Example: "Your comment at the end is laughable after you spent the entire column tearing UGA and Richt apart by dissecting EVERY blemish, ignoring the positives. Welcome to the lunatic fringe, you seem to fit right in."
Either way, I think both parties can agree that the numbers don't look good.
I can assure you, the post was not written in an effort to poke a stick at the hornet's nest. What I try to make this blog about, more than anything else, is providing perspective and context. For much of this season, I tried to offer perspective on the reasons for Joe Cox's shortcomings or explanations for why the problems on D might not be as bad as fans assumed they were. My post today was meant to shed some light on the overall status of the program. Richt says things are strong and will turn around. That's one side of the picture. The numbers say something different. My hope is that both perspectives are taken into account, because I think it's important to really look at the depth of issues rather than broad strokes of assumptions.
Here's another example: The officiating in the SEC has been horrible this season. People seem to have one of two reactions to it. On one hand, you have the folks who say that, on the whole, officials do a good job, so we need to stop complaining about a small minority of plays, regardless of how much they affect the outcomes of games. On the other hand, you have the conspiracy theorists who think the SEC is out to ensure that Florida and Alabama play for the conference title and want to punish teams like Georgia for past transgressions.
The problem with those opinions is that it essentially makes you choose: Do I believe everything will be fine or do I want to buy into a conspiracy theory? Too often, those are the only options given.

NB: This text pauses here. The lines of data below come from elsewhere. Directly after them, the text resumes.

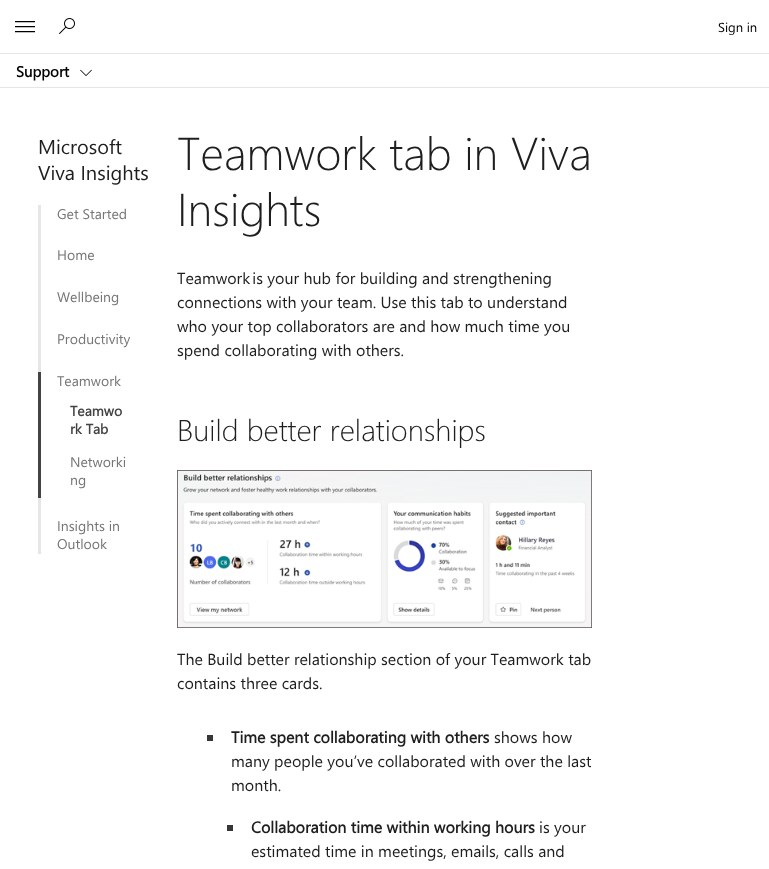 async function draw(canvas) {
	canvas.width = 769;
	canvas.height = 869;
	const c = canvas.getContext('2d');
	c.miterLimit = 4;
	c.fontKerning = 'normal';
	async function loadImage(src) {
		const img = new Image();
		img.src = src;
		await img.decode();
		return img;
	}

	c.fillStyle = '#fff';
	c.fillRect(0, 0, 769, 869);
	c.fillStyle = '#e6e6e6';
	c.fillRect(0, 53, 769, 1);
	c.drawImage(await loadImage('img1.png'), 15, 21, 20, 12);
	c.drawImage(await loadImage('img2.png'), 59, 18, 16, 16);
	c.font = '13px Segoe UI';
	c.fillStyle = '#000';
	c.fillText('Sign in', 718, 32);
	c.fillStyle = '#e6e6e6';
	c.fillRect(0, 87, 769, 1);
	c.font = 'bold 15px Segoe UI';
	c.fillStyle = '#000';
	c.fillText('Support', 16, 77);
	c.drawImage(await loadImage('img3.png'), 80, 69, 12, 7);
	c.font = '20px Segoe UI';
	c.fillStyle = '#1e1e1e';
	c.fillText('Microsoft', 38, 154);
	c.fillText('Viva Insights', 38, 180);
	c.fillStyle = '#e6e6e6';
	c.fillRect(38, 205, 3, 167);
	c.font = '14px Segoe UI';
	c.fillStyle = '#767676';
	for (const [text, x, y] of [
		['Get Started', 57, 219],
		['Home', 57, 260],
		['Wellbeing', 57, 302],
		['Productivity', 57, 344],
	]) {
		c.fillText(text, x, y);
	}
	c.fillStyle = '#434343';
	c.fillRect(38, 372, 3, 126);
	c.fillStyle = '#767676';
	c.fillText('Teamwork', 57, 386);
	c.font = 'bold 14px Segoe UI';
	c.fillStyle = '#434343';
	c.fillText('Teamwo', 70, 416);
	c.fillText('rk Tab', 70, 434);
	c.font = '14px Segoe UI';
	c.fillStyle = '#767676';
	c.fillText('Networki', 70, 467);
	c.fillText('ng', 70, 485);
	c.fillStyle = '#e6e6e6';
	c.fillRect(38, 498, 3, 56);
	c.fillStyle = '#767676';
	c.fillText('Insights in', 57, 531);
	c.fillText('Outlook', 57, 549);
	c.font = '300 46px Segoe UI';
	c.fillStyle = '#1e1e1e';
	c.fillText('Teamwork tab in Viva', 177, 170);
	c.fillText('Insights', 177, 226);
	c.font = '16px Segoe UI';
	for (const [text, x, y] of [
		['Teamwork is your hub for building and strengthening', 177, 284],
		['connections with your team. Use this tab to understand', 177, 308],
		['who your top collaborators are and how much time you', 177, 332],
		['spend collaborating with others.', 177, 356],
	]) {
		c.fillText(text, x, y);
	}
	c.font = '300 30px Segoe UI';
	c.fillText('Build better relationships', 177, 441);
	c.drawImage(await loadImage('img4.png'), 177, 470, 415, 158);
	c.font = '16px Segoe UI';
	c.fillText('The Build better relationship section of your Teamwork tab', 177, 665);
	c.fillText('contains three cards.', 177, 689);
	c.fillStyle = '#363636';
	c.fillRect(207, 735, 6, 6);
	c.font = 'bold 16px Segoe UI';
	c.fillStyle = '#1e1e1e';
	c.fillText('Time spent collaborating with others', 231, 743);
	c.font = '16px Segoe UI';
	for (const [text, x, y] of [
		['shows how', 494, 743],
		['many people you’ve collaborated with over the last', 231, 767],
		['month.', 231, 791],
	]) {
		c.fillText(text, x, y);
	}
	c.fillStyle = '#363636';
	c.fillRect(227, 825, 6, 6);
	c.font = 'bold 16px Segoe UI';
	c.fillStyle = '#1e1e1e';
	c.fillText('Collaboration time within working hours', 251, 833);
	c.font = '16px Segoe UI';
	c.fillText('is your', 539, 833);
	c.fillText('estimated time in meetings, emails, calls and', 251, 857);
}

draw(document.querySelector('canvas'));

The same seems to be true when debating the current status of the Georgia program. Do you want to believe, without any specific explanations from Richt, that things will turn around? Or do you want to fire Richt, all his coaches and get rid of half the starters from this year's team for underperforming, turn down a bowl bid and lament the fact that Georgia has sunk to the depths of the SEC?
The fact is, there isn't a conspiracy in the SEC to help or hurt any teams, but that doesn't mean the officiating isn't bad.
The fact is, Richt is a very good coach who has a lot of talent on his team, but that doesn't mean Georgia hasn't underperformed for much of the past four seasons.
(And as a side note: I know Georgia finished No. 2 in 2007, and that is commendable. But that's not an excuse to ignore the numbers overall since the last SEC championship. If anything, it's a further indictment of the other three seasons, given that one year is essentially bringing up the average.)
There is a middle ground to be had, and what the numbers from today's post tell me is that, on the whole, Georgia has performed like a middle-of-the-pack SEC team, both in terms of record and the underlying fundamentals that go into deciding who wins and loses a game.
That doesn't mean Georgia doesn't deserve a bowl bid or that the whole staff needs to be fired or that the coaching staff is completely incompetent or that the Bulldogs are on the verge of becoming "the other Bulldogs." But it does mean that there may be more needed than simply a new defensive coordinator to solve all of Georgia's problems.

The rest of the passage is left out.